Random and Systematic Foraging, Experimental Studies of Depletion, and Schedules of Reinforcement

To say that an organism moves about randomly in space is to say that it fails to discriminate one location from any other. If it moves about systematically, then it does discriminate one location from another. In general, if an organism behaves randomly with respect to some dimension of the environment, it fails to discriminate among situations that differ only in that dimension, and to the extent that it does discriminate, it behaves systematically. Discrimination usually saves time and energy, because discrimination usually means that effort is allocated predominantly to situations in which it is most likely to produce favorable results. To be systematic, therefore, is to be efficient.
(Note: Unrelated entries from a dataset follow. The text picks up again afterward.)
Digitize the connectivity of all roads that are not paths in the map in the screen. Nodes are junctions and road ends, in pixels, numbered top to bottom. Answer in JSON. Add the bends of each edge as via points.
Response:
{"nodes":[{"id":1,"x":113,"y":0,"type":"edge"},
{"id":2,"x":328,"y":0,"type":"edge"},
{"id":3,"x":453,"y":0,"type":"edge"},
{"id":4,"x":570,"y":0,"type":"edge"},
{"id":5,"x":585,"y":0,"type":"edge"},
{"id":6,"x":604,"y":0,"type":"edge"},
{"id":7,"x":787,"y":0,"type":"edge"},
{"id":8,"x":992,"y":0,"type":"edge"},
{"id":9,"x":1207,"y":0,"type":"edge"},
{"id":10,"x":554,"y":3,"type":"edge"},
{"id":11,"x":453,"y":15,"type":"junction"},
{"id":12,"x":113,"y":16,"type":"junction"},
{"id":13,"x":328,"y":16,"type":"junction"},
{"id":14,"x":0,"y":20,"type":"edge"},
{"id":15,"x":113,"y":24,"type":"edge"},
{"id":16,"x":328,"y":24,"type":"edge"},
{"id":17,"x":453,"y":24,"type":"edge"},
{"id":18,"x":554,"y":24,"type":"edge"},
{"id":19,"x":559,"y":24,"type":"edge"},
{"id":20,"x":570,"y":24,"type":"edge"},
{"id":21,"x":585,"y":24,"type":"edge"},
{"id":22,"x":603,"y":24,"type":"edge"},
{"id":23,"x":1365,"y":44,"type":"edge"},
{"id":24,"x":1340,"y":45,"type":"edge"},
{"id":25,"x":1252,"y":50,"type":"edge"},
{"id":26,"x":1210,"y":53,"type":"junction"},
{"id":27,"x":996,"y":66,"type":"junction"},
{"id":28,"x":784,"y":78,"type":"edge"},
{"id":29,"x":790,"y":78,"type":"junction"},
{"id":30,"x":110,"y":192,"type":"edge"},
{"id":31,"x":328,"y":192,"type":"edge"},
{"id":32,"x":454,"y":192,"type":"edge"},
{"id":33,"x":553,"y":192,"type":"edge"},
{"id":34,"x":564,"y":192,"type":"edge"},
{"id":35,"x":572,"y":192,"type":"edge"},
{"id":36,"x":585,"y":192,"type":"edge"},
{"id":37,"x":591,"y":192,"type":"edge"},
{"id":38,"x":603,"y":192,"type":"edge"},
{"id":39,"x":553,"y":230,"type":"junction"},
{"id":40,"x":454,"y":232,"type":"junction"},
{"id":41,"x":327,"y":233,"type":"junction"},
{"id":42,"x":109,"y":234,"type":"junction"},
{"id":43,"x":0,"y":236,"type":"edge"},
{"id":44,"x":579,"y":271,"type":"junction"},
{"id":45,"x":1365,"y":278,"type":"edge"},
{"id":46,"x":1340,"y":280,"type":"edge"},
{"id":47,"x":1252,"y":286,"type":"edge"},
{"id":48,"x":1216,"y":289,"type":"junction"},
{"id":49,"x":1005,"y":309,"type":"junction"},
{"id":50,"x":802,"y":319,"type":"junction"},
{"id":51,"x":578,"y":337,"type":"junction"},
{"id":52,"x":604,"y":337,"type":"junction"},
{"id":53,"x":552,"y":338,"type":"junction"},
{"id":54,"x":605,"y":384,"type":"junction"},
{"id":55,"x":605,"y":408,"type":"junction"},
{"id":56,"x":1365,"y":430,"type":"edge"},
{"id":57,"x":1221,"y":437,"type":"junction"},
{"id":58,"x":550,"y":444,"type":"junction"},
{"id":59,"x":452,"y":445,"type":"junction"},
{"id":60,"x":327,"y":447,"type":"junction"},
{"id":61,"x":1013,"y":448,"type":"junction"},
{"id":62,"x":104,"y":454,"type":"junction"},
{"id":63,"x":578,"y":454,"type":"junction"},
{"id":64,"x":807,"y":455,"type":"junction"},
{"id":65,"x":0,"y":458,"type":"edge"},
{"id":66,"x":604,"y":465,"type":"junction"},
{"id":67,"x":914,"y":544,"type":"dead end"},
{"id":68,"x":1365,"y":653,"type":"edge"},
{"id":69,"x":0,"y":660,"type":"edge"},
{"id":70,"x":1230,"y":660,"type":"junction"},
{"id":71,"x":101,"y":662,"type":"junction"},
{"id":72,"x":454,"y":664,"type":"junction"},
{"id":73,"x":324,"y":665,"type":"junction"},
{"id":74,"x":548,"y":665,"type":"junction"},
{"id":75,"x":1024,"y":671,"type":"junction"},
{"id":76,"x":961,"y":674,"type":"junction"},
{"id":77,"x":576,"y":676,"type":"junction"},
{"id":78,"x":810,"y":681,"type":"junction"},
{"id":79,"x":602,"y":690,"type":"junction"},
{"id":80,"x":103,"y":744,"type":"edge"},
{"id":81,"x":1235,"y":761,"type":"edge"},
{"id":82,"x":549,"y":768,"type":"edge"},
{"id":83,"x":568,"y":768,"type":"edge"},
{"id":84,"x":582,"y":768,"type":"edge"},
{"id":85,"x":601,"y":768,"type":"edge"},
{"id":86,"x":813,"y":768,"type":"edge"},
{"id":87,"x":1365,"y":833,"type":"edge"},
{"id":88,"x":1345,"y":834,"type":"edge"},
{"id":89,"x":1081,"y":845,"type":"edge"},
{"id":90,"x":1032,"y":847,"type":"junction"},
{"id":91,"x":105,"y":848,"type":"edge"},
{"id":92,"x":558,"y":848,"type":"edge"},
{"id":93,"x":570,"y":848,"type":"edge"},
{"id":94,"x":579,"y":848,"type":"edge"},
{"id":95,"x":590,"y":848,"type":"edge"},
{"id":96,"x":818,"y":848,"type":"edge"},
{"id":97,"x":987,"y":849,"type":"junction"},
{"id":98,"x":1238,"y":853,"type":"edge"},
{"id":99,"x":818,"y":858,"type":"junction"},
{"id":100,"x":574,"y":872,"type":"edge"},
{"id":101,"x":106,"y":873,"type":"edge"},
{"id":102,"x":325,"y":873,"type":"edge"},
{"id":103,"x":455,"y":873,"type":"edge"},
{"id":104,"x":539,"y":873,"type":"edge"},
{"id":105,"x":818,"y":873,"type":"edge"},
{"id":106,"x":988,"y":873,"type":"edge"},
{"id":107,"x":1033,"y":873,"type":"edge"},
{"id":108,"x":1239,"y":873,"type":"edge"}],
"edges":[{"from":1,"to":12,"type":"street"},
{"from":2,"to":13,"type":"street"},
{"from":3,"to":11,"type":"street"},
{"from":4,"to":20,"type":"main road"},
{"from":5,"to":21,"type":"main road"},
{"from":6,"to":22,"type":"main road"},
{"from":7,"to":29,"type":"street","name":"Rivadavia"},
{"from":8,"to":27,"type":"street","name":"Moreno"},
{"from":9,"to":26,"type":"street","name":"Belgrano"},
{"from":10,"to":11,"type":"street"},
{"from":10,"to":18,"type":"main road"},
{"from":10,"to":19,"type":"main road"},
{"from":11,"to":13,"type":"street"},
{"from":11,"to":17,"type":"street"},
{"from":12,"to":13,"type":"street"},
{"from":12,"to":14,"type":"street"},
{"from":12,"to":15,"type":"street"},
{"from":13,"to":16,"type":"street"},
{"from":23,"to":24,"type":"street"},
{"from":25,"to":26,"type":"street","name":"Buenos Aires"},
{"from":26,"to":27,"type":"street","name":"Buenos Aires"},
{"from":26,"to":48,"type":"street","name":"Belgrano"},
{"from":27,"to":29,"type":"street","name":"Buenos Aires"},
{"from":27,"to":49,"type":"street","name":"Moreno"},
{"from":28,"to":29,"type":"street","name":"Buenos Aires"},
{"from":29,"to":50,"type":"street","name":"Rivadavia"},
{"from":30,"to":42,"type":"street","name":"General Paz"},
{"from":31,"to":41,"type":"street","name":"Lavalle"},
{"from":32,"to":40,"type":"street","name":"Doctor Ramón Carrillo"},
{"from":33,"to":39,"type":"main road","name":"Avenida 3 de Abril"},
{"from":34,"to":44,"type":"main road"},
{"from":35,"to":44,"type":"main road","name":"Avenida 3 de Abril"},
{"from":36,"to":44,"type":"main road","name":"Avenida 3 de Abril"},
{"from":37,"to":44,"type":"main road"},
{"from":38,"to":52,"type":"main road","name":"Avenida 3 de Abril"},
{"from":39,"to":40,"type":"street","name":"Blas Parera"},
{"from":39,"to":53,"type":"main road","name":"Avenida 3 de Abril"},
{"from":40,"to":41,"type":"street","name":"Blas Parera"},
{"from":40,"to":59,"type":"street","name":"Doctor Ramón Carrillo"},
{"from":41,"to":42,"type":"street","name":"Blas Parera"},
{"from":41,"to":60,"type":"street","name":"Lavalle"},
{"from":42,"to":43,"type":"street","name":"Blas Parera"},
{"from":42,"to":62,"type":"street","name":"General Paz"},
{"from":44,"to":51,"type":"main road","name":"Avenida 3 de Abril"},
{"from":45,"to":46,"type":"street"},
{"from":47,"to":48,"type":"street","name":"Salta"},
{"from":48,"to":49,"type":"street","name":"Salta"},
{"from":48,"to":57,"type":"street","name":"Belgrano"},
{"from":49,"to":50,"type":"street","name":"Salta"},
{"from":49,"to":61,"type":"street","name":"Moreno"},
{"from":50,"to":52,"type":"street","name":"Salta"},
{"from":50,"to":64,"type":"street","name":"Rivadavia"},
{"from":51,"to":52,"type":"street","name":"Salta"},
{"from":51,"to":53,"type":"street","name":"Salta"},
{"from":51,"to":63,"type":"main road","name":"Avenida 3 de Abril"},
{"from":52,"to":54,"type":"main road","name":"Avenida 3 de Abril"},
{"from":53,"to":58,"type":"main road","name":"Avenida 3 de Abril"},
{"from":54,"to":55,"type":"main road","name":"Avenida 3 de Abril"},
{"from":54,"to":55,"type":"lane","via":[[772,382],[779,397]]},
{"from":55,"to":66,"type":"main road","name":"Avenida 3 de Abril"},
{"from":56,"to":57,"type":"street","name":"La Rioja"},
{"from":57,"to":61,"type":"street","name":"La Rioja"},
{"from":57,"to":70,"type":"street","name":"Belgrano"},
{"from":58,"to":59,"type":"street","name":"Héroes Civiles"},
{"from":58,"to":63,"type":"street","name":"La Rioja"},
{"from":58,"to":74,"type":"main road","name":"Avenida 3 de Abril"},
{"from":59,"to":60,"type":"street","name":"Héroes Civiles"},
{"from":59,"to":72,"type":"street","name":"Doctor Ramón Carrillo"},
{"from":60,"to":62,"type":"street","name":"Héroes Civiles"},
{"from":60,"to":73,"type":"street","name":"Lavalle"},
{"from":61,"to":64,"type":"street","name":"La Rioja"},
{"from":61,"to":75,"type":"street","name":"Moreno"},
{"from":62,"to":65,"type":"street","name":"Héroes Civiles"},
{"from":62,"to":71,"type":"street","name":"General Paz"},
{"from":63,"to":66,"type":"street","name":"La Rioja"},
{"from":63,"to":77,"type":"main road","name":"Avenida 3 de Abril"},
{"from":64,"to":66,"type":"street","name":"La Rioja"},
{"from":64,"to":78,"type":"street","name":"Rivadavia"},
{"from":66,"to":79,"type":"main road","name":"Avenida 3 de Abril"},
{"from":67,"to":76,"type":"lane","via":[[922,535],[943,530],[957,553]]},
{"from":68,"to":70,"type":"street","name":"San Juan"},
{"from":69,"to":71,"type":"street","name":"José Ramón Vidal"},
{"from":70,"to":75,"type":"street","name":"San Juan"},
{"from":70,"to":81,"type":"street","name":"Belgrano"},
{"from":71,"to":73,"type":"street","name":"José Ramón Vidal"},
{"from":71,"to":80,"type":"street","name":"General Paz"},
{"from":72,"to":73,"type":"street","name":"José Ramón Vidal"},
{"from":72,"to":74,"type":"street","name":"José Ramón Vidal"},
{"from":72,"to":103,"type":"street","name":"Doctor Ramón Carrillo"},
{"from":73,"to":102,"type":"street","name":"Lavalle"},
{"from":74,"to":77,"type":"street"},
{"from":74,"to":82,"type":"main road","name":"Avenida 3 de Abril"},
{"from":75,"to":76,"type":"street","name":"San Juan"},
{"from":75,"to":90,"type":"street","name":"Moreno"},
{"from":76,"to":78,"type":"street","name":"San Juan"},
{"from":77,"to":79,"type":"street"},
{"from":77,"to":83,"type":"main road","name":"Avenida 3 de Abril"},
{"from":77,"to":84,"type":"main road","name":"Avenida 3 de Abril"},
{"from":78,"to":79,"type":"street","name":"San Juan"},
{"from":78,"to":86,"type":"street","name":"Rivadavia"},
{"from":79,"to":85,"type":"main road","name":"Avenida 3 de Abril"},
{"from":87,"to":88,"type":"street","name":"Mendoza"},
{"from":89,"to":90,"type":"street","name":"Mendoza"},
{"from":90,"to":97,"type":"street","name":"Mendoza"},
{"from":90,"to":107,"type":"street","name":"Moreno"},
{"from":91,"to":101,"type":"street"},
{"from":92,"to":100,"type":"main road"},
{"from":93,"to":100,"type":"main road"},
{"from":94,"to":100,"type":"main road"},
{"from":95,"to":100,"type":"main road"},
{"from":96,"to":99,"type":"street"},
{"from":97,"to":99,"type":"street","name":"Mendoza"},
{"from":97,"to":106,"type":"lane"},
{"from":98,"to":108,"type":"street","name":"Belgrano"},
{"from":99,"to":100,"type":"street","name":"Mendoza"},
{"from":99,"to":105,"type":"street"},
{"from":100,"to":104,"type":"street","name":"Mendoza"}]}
What Counts as Behavior? The Molar Multiscale View

Because the definition of behavior changes as our understanding of behavior changes, giving a final definition is impossible. One can, however, rule out some possibilities and propose some others based on what we currently know. Behavior is not simply movement, but must be defined by its function. Also, our understanding of behavior must agree with evolutionary theory. I suggest 4 basic principles: (a) only whole organisms behave; (b) behavior is purposive; (c) behavior takes time; and (d) behavior is choice. Saying that parts of an organism behave is nonsense, and, moreover, evolutionary theory explains the existence of organisms mainly through their adaptive behavior. Behavior is purposive in that behavior is shaped by its consequences, through an organism’s lifetime or through interactions with the environment across many generations of natural selection. Behavior takes time in that behavior is interaction with the environment that cannot take place at a moment. Moreover, at a moment in time, one cannot definitely identify the function of behavior. Identification of an activity requires a span of time. Behavior is choice in the sense that a suitable span of time always includes time spent in more than 1 activity. Activities include parts that are themselves activities on a smaller time scale and compete for time. Thus, behavior constitutes time allocation. An accounting problem arises whenever any behavior is attributed to multiple consequences. In the molar multiscale view, this raises the question of whether 2 activities can occur at the same time. The question remains open.